**PROMPT**
Starting at the line that contains "translate:-50% -50%; white-space:nowrap;" and ending at the line that contains "translate:-100% -50%; text-align:right", the lines below are to be given again exactly, with nothing added.

(GIVEN RECORDS Opens)

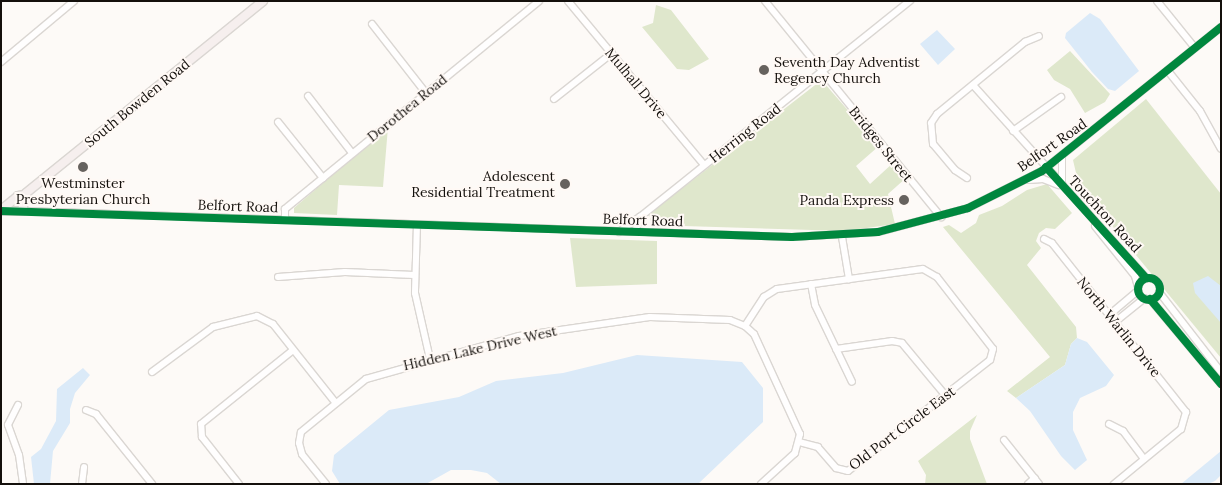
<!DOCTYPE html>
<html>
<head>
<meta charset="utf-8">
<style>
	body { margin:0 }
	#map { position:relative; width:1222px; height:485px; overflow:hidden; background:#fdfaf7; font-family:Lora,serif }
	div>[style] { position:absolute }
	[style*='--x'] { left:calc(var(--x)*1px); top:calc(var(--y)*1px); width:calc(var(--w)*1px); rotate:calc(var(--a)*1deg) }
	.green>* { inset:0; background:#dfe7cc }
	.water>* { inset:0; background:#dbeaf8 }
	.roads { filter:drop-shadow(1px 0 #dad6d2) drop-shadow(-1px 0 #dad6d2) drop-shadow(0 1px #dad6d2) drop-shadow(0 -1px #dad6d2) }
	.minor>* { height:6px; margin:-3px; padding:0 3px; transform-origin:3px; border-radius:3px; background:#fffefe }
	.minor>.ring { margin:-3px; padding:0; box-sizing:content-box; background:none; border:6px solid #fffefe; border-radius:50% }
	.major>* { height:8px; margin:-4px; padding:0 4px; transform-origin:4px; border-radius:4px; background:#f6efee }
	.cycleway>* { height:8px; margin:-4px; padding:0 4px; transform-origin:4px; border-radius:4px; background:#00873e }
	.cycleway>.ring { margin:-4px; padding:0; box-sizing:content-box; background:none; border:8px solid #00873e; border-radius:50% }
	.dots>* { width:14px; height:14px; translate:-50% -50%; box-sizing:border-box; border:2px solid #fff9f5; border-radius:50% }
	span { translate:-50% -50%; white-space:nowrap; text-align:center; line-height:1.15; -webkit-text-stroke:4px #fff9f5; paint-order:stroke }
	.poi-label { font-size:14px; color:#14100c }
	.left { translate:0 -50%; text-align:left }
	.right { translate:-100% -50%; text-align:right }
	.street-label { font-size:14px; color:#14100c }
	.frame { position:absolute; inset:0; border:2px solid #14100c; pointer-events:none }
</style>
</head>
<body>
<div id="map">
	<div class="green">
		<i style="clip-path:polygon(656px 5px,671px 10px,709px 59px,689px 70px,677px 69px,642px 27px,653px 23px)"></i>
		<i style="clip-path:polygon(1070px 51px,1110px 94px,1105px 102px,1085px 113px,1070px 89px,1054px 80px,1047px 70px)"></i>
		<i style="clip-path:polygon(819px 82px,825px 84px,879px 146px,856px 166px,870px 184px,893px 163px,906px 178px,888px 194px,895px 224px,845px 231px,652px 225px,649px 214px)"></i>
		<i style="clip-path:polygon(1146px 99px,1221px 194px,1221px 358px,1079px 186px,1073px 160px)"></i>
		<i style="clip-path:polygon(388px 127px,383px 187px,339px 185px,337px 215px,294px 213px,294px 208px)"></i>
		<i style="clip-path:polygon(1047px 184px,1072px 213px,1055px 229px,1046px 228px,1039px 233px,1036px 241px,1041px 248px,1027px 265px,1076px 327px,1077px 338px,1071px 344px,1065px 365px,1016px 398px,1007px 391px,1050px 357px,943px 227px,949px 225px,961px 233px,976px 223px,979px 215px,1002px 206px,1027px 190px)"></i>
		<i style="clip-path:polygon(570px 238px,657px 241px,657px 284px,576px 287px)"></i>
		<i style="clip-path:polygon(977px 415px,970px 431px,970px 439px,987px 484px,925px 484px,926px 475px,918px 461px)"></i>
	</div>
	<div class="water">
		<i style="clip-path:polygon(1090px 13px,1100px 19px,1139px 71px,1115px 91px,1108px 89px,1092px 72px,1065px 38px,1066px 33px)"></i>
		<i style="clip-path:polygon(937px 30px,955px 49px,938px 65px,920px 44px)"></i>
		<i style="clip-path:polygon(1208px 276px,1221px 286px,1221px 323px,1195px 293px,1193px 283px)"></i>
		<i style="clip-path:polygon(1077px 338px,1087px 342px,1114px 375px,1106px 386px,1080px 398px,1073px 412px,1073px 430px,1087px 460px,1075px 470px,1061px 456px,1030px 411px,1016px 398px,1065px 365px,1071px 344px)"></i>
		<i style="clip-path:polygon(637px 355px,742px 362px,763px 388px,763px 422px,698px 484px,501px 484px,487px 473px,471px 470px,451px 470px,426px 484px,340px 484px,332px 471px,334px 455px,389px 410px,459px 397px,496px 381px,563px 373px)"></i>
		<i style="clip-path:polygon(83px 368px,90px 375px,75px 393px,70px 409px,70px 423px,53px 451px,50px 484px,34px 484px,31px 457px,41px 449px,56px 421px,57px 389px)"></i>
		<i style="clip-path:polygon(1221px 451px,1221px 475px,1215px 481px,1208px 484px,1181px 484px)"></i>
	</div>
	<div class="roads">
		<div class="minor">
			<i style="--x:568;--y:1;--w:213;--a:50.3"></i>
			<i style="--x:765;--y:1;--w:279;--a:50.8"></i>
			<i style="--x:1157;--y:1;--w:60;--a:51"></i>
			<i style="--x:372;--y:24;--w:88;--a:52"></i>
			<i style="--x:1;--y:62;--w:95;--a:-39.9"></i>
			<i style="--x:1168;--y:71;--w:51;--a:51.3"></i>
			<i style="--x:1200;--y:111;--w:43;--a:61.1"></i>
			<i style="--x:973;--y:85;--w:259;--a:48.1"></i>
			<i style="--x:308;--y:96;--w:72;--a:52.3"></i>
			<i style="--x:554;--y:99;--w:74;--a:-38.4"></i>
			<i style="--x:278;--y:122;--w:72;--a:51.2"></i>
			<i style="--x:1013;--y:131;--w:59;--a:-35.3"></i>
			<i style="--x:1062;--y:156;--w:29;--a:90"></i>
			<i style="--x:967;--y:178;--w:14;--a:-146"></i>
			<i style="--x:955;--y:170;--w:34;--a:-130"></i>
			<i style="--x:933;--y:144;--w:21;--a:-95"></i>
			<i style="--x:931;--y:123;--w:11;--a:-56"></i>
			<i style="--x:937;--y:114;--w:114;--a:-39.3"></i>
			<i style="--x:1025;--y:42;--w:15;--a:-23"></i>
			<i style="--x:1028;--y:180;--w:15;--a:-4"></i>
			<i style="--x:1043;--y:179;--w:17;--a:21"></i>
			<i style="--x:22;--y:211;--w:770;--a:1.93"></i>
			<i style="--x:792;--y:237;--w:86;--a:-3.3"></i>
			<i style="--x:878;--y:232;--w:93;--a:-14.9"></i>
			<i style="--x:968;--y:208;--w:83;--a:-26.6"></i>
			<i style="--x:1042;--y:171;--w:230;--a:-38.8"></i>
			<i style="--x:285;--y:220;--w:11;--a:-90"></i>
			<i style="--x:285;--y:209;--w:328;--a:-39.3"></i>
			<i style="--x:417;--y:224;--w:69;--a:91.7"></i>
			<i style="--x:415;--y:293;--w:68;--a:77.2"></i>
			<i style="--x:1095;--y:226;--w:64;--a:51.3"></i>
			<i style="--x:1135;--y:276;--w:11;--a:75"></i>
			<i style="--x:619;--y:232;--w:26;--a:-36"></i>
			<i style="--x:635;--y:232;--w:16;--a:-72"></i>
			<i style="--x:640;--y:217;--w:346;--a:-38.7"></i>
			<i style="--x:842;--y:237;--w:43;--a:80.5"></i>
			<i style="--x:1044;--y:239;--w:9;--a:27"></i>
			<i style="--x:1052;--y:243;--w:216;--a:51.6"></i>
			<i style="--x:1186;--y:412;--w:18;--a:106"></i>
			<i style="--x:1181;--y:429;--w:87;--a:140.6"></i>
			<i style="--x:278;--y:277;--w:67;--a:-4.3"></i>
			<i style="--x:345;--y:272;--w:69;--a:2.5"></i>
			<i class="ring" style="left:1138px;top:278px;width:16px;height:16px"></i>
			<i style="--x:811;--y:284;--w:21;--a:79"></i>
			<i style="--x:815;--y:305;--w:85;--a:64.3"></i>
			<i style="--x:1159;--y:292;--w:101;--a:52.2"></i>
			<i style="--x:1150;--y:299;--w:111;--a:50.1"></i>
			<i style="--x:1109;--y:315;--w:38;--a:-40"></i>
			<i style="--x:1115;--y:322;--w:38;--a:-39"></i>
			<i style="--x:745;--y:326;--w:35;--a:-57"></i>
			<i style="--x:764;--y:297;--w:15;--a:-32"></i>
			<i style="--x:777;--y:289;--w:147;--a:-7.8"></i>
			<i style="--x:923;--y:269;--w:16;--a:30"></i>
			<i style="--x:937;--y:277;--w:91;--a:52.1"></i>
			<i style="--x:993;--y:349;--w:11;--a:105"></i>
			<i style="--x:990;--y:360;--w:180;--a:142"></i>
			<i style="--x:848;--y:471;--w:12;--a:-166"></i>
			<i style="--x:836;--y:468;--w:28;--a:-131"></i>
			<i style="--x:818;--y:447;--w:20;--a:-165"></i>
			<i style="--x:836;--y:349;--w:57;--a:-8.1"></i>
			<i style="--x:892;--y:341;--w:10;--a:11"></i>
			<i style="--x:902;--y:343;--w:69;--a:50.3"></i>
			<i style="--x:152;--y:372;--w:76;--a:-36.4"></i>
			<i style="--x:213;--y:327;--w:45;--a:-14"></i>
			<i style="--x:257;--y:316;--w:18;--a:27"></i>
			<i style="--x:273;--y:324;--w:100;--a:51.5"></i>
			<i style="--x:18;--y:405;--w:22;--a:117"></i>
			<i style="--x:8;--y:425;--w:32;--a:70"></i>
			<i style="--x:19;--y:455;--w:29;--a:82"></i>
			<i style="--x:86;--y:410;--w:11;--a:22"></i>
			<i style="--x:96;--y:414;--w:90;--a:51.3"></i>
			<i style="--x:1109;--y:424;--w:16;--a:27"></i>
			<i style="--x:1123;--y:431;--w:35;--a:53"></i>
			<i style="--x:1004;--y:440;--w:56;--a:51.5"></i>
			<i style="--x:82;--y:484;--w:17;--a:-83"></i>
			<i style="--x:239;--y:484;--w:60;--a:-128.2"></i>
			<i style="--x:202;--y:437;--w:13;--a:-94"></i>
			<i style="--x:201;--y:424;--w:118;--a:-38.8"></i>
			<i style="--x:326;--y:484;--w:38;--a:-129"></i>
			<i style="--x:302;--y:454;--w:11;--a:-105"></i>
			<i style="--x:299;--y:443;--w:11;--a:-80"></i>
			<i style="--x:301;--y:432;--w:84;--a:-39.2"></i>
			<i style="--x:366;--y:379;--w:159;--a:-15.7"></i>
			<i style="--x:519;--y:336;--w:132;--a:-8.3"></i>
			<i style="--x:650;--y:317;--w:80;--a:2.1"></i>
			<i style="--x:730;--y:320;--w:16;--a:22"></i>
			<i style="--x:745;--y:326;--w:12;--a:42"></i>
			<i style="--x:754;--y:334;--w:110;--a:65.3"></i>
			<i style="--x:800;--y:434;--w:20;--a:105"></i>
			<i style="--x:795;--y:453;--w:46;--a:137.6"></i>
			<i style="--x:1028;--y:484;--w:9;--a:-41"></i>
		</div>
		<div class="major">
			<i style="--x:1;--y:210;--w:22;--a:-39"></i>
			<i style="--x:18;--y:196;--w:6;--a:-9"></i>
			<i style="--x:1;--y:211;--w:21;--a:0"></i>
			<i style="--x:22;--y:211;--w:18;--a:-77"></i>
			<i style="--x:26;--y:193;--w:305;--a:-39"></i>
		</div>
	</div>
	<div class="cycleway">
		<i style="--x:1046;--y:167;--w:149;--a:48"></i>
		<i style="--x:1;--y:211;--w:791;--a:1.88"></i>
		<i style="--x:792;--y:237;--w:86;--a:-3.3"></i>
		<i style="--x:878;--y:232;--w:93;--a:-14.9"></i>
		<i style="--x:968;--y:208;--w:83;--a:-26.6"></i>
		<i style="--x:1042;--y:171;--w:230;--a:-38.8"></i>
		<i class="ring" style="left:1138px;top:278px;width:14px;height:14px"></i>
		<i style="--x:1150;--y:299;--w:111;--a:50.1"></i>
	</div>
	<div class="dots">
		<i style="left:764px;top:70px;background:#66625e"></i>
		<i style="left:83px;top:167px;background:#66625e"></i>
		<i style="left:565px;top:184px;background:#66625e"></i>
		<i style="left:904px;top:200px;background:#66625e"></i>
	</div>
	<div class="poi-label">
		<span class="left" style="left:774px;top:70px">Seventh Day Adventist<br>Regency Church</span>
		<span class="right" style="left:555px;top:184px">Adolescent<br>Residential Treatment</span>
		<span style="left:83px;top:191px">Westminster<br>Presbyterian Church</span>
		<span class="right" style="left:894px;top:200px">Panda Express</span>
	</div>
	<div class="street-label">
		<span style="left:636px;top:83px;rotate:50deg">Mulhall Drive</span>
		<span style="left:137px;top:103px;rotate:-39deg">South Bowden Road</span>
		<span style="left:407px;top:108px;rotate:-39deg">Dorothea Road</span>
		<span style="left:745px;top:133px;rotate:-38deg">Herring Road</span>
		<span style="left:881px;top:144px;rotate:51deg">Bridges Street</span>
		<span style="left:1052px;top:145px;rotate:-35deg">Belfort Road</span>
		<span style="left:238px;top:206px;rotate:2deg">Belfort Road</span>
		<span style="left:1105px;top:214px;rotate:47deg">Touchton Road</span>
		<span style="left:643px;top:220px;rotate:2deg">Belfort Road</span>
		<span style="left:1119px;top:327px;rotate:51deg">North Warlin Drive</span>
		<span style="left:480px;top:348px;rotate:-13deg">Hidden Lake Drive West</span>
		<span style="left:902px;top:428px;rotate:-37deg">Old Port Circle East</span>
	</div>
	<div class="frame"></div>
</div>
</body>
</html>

(GIVEN RECORDS Closes)
(GIVEN RECORDS Opens)

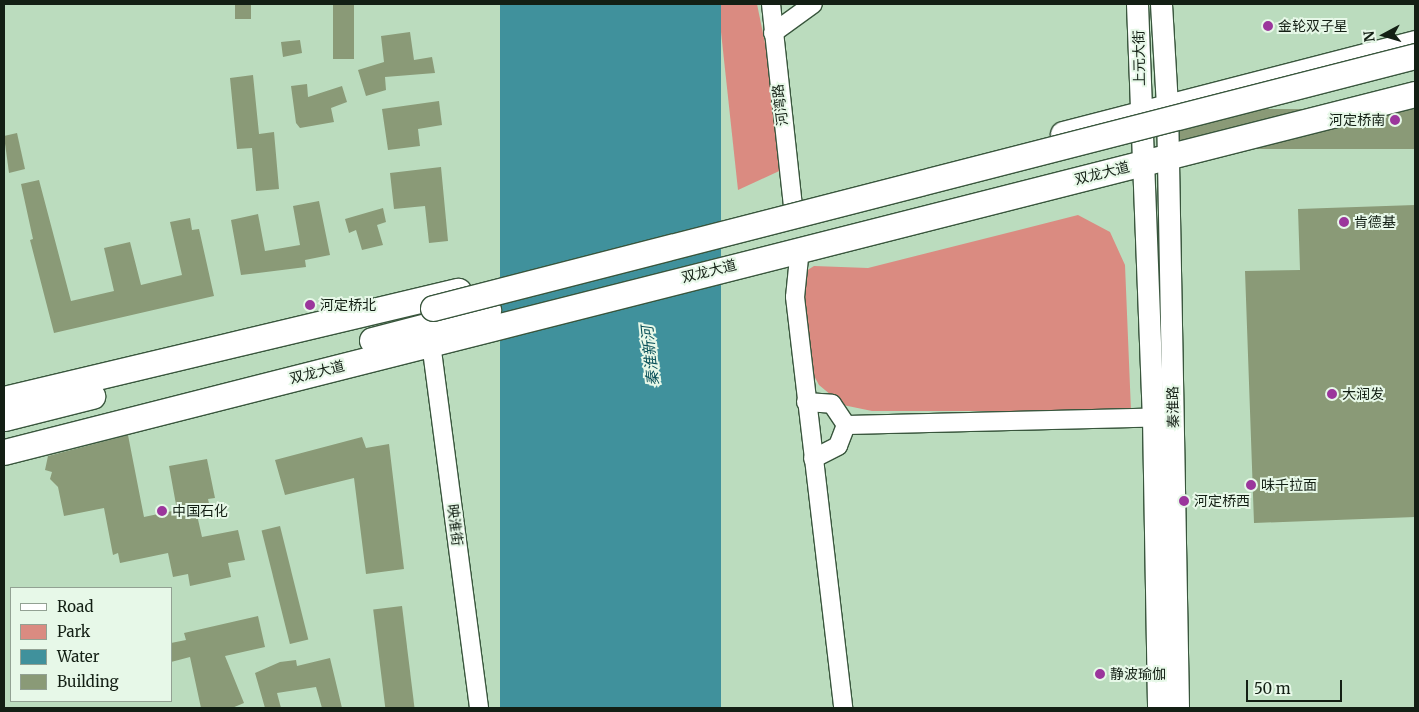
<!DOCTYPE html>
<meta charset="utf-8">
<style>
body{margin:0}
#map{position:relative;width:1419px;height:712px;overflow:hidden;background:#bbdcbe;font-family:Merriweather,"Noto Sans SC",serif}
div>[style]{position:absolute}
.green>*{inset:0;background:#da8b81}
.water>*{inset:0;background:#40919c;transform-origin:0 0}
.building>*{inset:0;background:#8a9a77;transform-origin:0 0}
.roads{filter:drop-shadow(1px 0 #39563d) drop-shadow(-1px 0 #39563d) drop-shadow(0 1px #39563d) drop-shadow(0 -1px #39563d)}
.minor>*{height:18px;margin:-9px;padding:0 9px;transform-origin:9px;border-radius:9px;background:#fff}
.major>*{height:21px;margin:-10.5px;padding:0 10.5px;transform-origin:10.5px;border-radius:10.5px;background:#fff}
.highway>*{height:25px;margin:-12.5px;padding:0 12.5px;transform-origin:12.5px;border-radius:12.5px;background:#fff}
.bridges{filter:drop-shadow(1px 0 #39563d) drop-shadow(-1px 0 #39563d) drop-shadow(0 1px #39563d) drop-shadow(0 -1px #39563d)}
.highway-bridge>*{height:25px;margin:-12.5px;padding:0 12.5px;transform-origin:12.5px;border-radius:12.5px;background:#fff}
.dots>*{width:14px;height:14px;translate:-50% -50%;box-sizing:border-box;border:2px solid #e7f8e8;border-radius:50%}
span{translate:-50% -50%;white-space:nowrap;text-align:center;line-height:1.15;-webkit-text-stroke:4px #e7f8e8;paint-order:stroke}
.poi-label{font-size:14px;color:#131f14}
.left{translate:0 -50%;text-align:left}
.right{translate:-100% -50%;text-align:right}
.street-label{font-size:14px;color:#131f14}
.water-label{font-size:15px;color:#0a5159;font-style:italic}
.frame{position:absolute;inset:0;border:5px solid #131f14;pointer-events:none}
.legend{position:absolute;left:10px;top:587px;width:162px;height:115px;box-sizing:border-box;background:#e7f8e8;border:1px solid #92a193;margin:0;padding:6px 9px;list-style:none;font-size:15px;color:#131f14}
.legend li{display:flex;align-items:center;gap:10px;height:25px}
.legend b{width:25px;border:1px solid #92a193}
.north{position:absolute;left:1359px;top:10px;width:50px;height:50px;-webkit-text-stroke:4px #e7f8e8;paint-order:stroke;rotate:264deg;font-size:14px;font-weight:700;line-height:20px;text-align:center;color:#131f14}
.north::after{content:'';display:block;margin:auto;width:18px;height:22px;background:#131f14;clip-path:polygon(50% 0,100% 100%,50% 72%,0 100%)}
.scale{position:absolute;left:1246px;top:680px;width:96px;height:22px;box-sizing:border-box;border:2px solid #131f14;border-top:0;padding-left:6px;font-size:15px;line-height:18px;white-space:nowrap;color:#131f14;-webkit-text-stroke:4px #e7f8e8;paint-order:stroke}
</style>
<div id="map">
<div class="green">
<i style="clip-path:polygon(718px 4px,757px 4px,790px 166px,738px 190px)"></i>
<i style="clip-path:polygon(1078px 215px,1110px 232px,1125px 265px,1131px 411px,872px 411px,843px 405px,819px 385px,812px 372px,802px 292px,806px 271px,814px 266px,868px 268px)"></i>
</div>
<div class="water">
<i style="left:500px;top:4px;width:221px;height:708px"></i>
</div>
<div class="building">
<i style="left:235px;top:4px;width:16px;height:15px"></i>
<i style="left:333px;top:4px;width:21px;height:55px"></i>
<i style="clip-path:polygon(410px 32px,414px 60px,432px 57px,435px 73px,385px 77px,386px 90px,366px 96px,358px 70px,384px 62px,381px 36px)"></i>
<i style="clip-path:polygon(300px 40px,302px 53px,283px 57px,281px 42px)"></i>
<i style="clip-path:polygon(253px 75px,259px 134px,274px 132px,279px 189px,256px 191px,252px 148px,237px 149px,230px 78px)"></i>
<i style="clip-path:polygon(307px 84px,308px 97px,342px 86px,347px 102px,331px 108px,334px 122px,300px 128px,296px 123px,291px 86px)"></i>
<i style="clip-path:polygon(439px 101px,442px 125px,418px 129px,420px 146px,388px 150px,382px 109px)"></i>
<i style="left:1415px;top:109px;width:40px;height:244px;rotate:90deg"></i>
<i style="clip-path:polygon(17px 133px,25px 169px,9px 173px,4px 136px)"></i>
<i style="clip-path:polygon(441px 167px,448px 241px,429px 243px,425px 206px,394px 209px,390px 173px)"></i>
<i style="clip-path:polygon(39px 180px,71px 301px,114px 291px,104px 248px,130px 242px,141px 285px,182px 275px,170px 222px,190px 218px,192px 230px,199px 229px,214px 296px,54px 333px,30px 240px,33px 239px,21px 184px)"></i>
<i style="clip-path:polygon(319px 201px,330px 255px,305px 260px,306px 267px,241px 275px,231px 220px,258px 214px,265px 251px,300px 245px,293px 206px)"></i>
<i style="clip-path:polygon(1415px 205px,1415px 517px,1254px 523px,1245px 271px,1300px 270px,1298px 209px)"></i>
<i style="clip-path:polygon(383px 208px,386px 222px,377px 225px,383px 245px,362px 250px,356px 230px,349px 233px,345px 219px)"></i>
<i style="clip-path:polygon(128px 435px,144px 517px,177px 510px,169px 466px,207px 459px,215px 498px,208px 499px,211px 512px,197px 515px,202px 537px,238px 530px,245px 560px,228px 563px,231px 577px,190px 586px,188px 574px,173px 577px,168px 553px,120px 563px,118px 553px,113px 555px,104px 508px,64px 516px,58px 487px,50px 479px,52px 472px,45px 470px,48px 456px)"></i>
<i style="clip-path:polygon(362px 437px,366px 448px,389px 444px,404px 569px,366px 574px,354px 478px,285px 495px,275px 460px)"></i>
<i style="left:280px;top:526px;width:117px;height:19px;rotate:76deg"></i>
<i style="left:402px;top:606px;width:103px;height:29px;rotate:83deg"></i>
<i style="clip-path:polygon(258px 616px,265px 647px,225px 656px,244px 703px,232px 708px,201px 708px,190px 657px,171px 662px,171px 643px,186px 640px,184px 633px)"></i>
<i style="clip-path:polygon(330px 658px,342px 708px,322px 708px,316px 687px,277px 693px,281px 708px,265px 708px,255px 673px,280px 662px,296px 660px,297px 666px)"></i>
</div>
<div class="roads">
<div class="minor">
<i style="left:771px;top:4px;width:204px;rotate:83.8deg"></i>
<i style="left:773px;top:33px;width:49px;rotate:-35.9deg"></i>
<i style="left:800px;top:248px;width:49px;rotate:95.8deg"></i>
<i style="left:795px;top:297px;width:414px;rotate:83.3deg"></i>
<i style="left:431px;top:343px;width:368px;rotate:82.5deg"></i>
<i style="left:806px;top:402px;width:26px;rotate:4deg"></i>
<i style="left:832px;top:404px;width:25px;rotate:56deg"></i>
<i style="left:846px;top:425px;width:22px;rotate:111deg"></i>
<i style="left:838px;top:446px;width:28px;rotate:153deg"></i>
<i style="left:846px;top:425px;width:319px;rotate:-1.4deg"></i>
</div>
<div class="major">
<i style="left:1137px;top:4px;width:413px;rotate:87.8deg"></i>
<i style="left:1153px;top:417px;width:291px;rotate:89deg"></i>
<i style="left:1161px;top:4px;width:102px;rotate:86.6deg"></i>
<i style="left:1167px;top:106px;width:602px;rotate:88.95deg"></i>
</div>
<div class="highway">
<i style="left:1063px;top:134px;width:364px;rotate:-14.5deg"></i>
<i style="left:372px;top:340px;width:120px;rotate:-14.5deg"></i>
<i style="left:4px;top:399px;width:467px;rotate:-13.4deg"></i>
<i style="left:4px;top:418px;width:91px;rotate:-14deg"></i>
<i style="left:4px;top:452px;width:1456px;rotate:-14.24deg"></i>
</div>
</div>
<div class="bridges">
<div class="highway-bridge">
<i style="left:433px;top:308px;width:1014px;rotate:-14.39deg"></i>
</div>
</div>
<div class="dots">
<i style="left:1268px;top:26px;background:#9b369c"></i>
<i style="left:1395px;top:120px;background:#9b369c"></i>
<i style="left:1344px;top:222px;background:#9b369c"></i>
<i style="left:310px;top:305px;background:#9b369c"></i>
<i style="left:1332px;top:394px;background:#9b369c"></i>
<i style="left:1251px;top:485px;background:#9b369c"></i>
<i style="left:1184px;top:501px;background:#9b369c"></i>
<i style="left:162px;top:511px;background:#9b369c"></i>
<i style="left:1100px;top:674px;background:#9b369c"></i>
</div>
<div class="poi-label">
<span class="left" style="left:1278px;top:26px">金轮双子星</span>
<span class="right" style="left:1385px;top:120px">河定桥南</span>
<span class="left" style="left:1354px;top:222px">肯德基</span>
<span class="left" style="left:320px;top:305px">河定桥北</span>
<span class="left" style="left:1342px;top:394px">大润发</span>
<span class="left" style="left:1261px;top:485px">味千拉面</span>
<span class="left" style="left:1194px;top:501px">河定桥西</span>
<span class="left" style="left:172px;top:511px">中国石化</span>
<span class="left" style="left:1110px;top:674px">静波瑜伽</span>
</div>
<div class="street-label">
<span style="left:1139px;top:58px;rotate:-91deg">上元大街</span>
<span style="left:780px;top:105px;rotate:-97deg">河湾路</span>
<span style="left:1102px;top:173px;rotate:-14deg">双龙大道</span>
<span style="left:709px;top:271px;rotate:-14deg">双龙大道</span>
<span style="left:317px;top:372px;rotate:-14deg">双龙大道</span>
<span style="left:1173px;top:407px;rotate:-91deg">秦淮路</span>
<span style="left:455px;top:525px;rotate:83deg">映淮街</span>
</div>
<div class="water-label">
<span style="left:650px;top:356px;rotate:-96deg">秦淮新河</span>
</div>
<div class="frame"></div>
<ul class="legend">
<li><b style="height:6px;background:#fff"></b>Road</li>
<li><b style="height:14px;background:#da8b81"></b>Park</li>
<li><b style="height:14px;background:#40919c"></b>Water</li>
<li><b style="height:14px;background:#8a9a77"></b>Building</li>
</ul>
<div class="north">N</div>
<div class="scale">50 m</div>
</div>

(GIVEN RECORDS Closes)

**EXERCISE SOLUTION**
	span { translate:-50% -50%; white-space:nowrap; text-align:center; line-height:1.15; -webkit-text-stroke:4px #fff9f5; paint-order:stroke }
	.poi-label { font-size:14px; color:#14100c }
	.left { translate:0 -50%; text-align:left }
	.right { translate:-100% -50%; text-align:right }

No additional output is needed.